▶ [PROVIDED ENTRIES]:
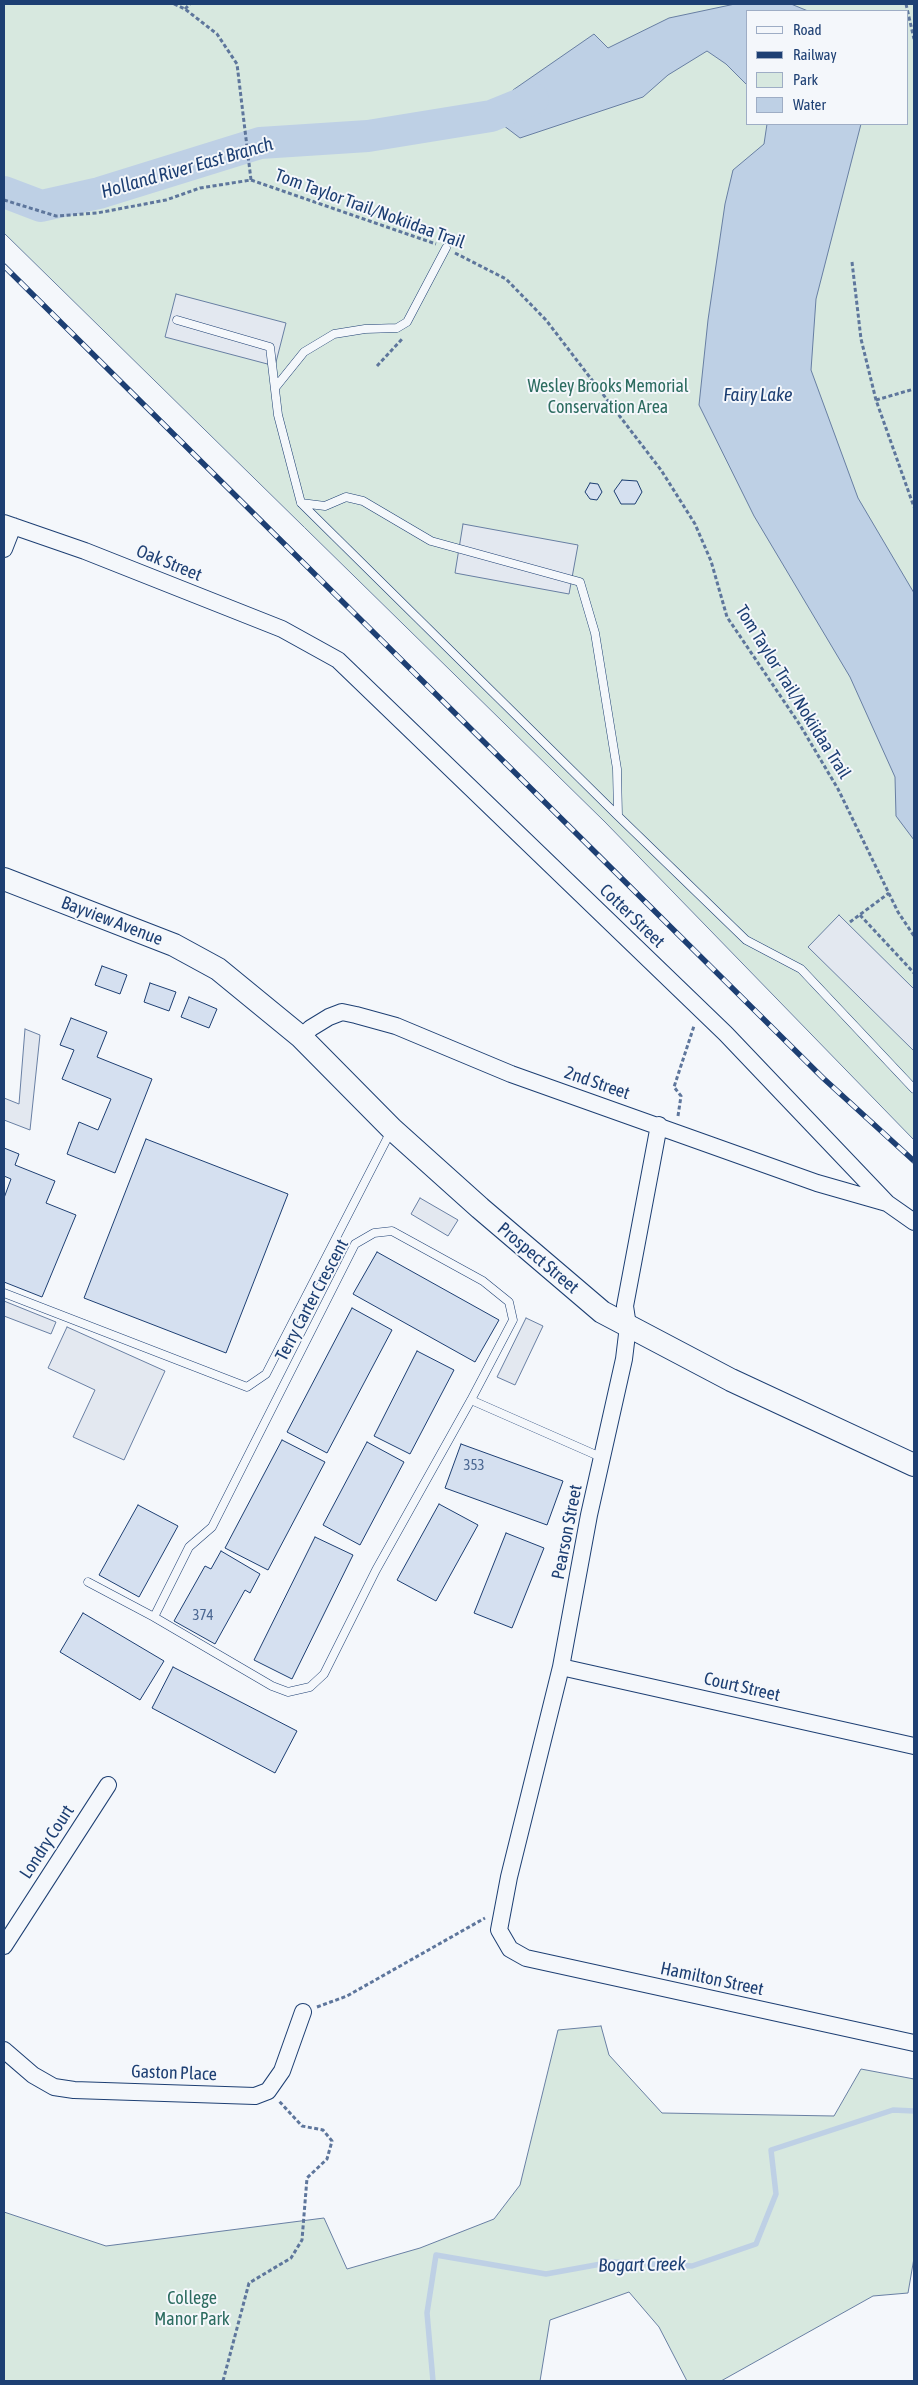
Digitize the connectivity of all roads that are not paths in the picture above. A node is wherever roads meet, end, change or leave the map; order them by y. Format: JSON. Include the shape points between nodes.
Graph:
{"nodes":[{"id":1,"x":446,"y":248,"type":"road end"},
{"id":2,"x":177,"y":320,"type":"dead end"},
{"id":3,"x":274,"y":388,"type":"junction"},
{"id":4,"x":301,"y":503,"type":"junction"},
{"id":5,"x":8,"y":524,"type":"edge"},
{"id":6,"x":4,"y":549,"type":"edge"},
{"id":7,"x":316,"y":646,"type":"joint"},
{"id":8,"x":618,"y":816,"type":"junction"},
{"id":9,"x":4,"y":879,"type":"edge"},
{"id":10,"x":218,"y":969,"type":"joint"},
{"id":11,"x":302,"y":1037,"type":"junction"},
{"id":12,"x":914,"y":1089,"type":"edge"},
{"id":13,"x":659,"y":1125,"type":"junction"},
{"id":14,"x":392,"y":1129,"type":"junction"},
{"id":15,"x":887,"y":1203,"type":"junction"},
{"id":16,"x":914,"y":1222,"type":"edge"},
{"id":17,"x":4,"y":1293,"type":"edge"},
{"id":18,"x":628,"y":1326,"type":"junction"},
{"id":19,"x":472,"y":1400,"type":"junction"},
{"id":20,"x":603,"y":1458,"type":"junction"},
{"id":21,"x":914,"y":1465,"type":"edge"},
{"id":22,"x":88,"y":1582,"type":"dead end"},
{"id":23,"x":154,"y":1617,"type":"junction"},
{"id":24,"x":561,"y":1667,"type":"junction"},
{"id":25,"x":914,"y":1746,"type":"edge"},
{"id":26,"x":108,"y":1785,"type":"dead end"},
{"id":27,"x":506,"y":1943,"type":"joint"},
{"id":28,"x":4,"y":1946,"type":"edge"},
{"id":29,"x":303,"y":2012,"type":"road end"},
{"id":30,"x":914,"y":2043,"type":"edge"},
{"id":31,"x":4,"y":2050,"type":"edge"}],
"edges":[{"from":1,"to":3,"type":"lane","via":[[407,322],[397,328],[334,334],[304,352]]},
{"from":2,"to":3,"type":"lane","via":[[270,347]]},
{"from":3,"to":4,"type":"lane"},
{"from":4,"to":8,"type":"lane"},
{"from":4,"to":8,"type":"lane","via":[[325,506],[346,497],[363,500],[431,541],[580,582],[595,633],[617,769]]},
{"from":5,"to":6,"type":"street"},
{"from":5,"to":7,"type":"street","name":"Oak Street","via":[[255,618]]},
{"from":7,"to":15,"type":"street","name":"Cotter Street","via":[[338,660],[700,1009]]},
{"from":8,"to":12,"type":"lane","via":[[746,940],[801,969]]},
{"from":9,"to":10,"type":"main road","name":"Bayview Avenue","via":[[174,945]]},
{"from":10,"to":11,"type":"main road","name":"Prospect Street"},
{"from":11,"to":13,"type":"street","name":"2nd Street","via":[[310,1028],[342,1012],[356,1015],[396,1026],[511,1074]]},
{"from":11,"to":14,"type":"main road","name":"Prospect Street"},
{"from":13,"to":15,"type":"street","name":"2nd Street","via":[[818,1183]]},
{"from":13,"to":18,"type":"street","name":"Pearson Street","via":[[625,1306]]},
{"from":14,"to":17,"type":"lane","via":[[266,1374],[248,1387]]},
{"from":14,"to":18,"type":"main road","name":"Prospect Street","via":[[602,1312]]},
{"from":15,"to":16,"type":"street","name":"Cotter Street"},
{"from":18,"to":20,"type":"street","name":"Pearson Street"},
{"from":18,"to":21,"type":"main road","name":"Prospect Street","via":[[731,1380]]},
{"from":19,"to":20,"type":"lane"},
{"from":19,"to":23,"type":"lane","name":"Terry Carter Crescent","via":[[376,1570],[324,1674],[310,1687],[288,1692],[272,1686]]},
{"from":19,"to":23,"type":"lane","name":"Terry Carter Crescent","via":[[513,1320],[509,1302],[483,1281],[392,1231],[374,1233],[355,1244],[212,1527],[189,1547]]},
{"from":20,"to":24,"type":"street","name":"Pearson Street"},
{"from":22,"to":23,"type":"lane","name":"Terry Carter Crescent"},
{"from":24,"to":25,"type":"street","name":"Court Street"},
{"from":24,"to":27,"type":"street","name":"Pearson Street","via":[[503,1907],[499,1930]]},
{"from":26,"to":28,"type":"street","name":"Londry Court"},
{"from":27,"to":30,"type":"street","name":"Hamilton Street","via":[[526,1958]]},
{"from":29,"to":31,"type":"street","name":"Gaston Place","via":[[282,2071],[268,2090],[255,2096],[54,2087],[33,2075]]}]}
--
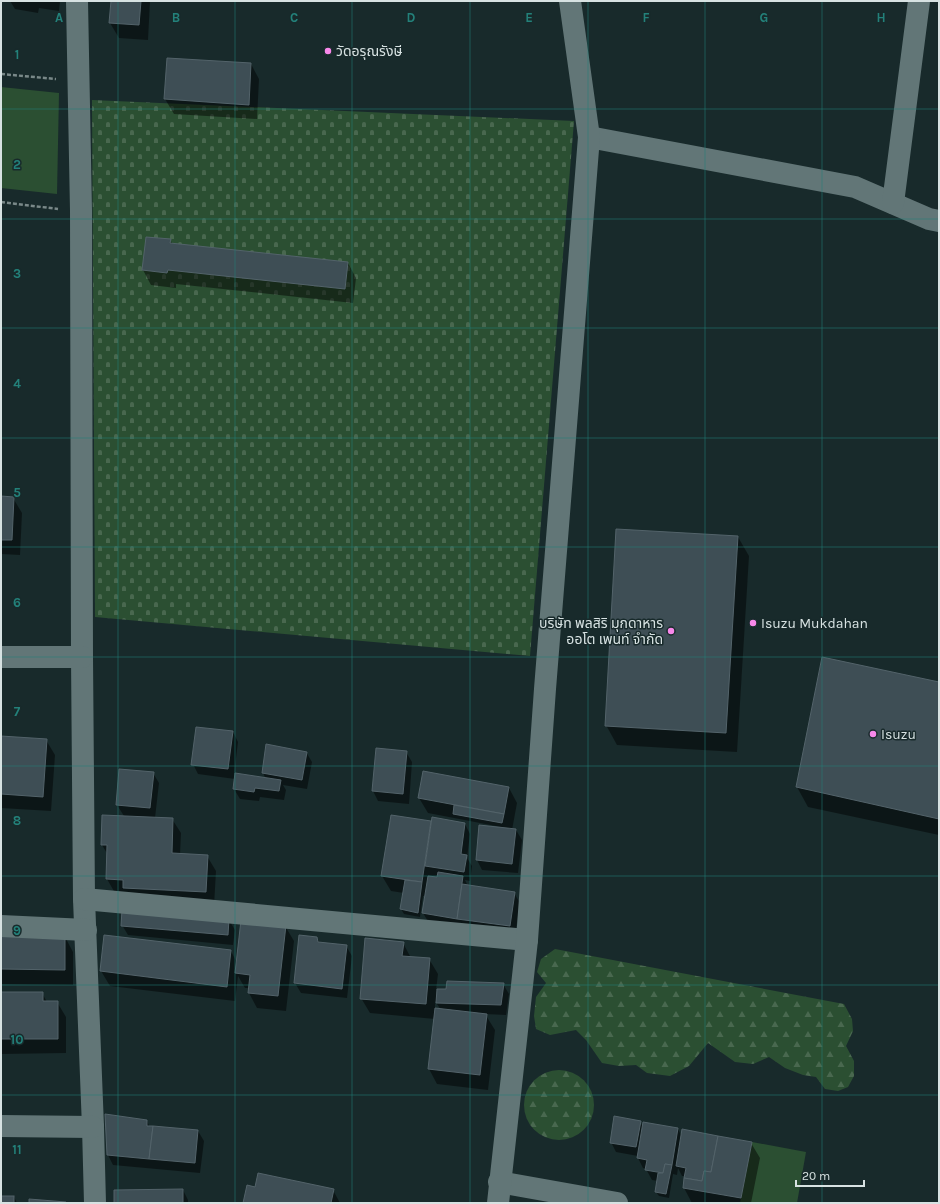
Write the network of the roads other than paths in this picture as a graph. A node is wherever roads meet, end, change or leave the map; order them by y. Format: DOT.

▶ [REQUIREMENT]: Which lines above carry the string "paths"? Copy those lines.

▶ [EXPECTED OUTPUT]:
Digitize the connectivity of all roads that are not paths in the picture above. A node is wherever roads meet, end, change or leave the map; order them by y. Format: JSON. Include the shape points between nodes.
Write the network of the roads other than paths in this picture as a graph. A node is wherever roads meet, end, change or leave the map; order them by y. Format: DOT.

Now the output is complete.